Autoimmune thrombocytopenia, gradually reversible on withdrawal of captopril, was reported in three patients taking captopril [ ].

Pancytopenia has been reported in a premature newborn treated with captopril for renovascular hypertension [ ]. Trilineage bone marrow suppression leading to pancytopenia is a very rare complication, which may be dose-related in the therapeutic range (a collateral or toxic reaction). In this case the authors surmised that accumulation due to renal tubular dysfunction of prematurity, combined with renal artery stenosis, may have explained the adverse effect in the absence of overt renal dysfunction. They recommended that captopril should be used with caution in premature babies and neonates with underlying renal or renovascular disease, even if they do not have overt renal dysfunction.

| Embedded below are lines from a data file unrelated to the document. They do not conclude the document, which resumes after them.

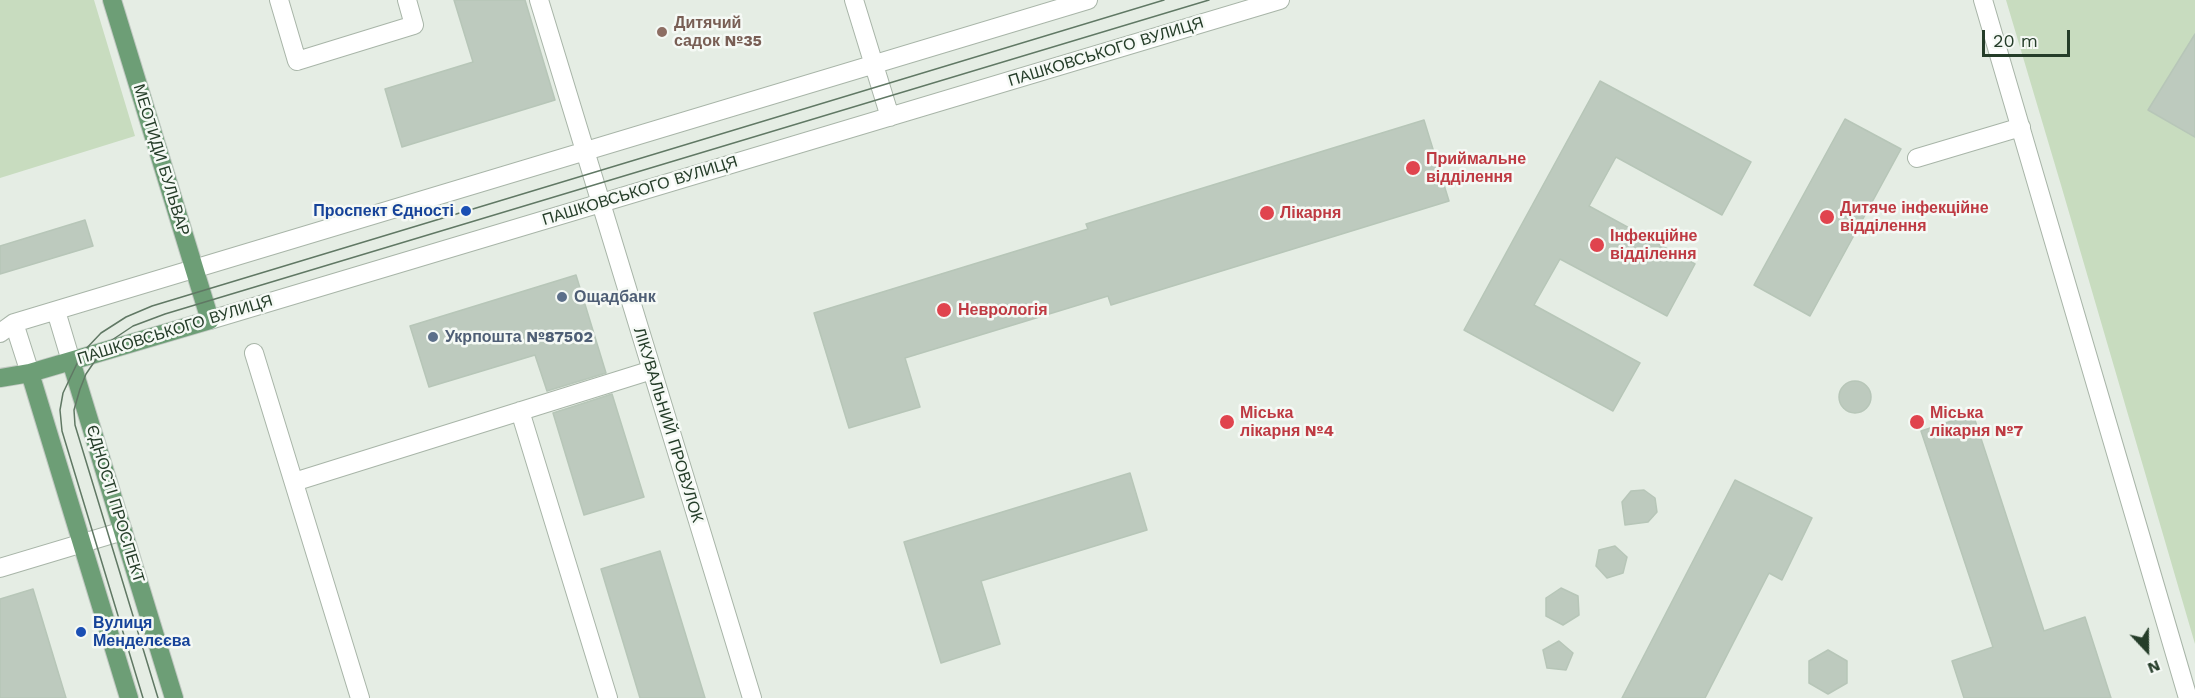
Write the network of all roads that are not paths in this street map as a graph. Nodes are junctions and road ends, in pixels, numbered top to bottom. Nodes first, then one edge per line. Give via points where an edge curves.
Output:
1 (112, 0) edge
2 (279, 0) edge
3 (407, 0) edge
4 (539, 0) edge
5 (854, 0) edge
6 (1088, 0) edge
7 (1280, 0) edge
8 (1983, 0) edge
9 (874, 64) junction
10 (890, 117) junction
11 (2021, 128) junction
12 (585, 151) junction
13 (1917, 158) dead end
14 (601, 203) junction
15 (194, 269) junction
16 (56, 311) junction
17 (210, 320) junction
18 (7, 328) edge
19 (255, 353) dead end
20 (71, 361) junction
21 (652, 370) junction
22 (30, 373) junction
23 (0, 378) edge
24 (520, 411) junction
25 (294, 482) junction
26 (123, 531) junction
27 (82, 543) junction
28 (0, 568) edge
29 (129, 698) edge
30 (174, 698) edge
31 (360, 698) edge
32 (608, 698) edge
33 (752, 698) edge
34 (2188, 698) edge

1 - 15 main road, МЕОТИДИ БУЛЬВАР
2 - 3 street via 297,61 414,25
4 - 12 street, ЛІКУВАЛЬНИЙ ПРОВУЛОК
5 - 9 street
6 - 9 street
7 - 10 street, ПАШКОВСЬКОГО ВУЛИЦЯ
8 - 11 street
9 - 10 street
9 - 12 street
10 - 14 street, ПАШКОВСЬКОГО ВУЛИЦЯ
11 - 13 street
11 - 34 street
12 - 14 street, ЛІКУВАЛЬНИЙ ПРОВУЛОК
12 - 15 street
14 - 17 street, ПАШКОВСЬКОГО ВУЛИЦЯ
14 - 21 street, ЛІКУВАЛЬНИЙ ПРОВУЛОК
15 - 16 street
15 - 17 main road, МЕОТИДИ БУЛЬВАР
16 - 18 street
16 - 20 street, ЄДНОСТІ ПРОСПЕКТ
17 - 20 main road, ПАШКОВСЬКОГО ВУЛИЦЯ
18 - 22 street
19 - 25 street
20 - 22 main road, ПАШКОВСЬКОГО ВУЛИЦЯ
20 - 26 main road, ЄДНОСТІ ПРОСПЕКТ
21 - 24 street
21 - 33 street, ЛІКУВАЛЬНИЙ ПРОВУЛОК
22 - 23 main road, ПАШКОВСЬКОГО ВУЛИЦЯ
22 - 27 main road
24 - 25 street
24 - 32 street
25 - 31 street
26 - 27 street
26 - 30 main road, ЄДНОСТІ ПРОСПЕКТ
27 - 28 street
27 - 29 main road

Hemolytic anemia has been attributed to captopril [ ].

• A 91-year-old African–American woman with hypertension, hypothyroidism, and osteoarthritis developed cardiac failure and uncontrolled atrial fibrillation. After initial heart rate control, anticoagulation, and diuresis, she was given captopril. Over the next 2 days, and in the absence of clinical and imaging evidence of bleeding, her hemoglobin concentration fell from 12.0 to 8.2 g/dl. Further laboratory tests showed evidence of hemolysis and she required 3 units of blood. Captopril was withdrawn and her hemoglobin concentration stabilized and increased over the next 5 days.

Salivary glands

Sialadenitis has been reported in two patients who had taken captopril for hypertension and developed non-painful bilateral parotid and submandibular gland swelling [ ]. In one case there was associated upper chest and face erythema, and in the other conjunctival erythema. The authors concluded that the symptoms had probably been caused by the drug, and they suggested that inflammatory mediators or vasodilators (for example bradykinin) could have induced salivary gland obstruction by spasm or edema, or that the drug may have interfered with salivary secretion at a cellular level.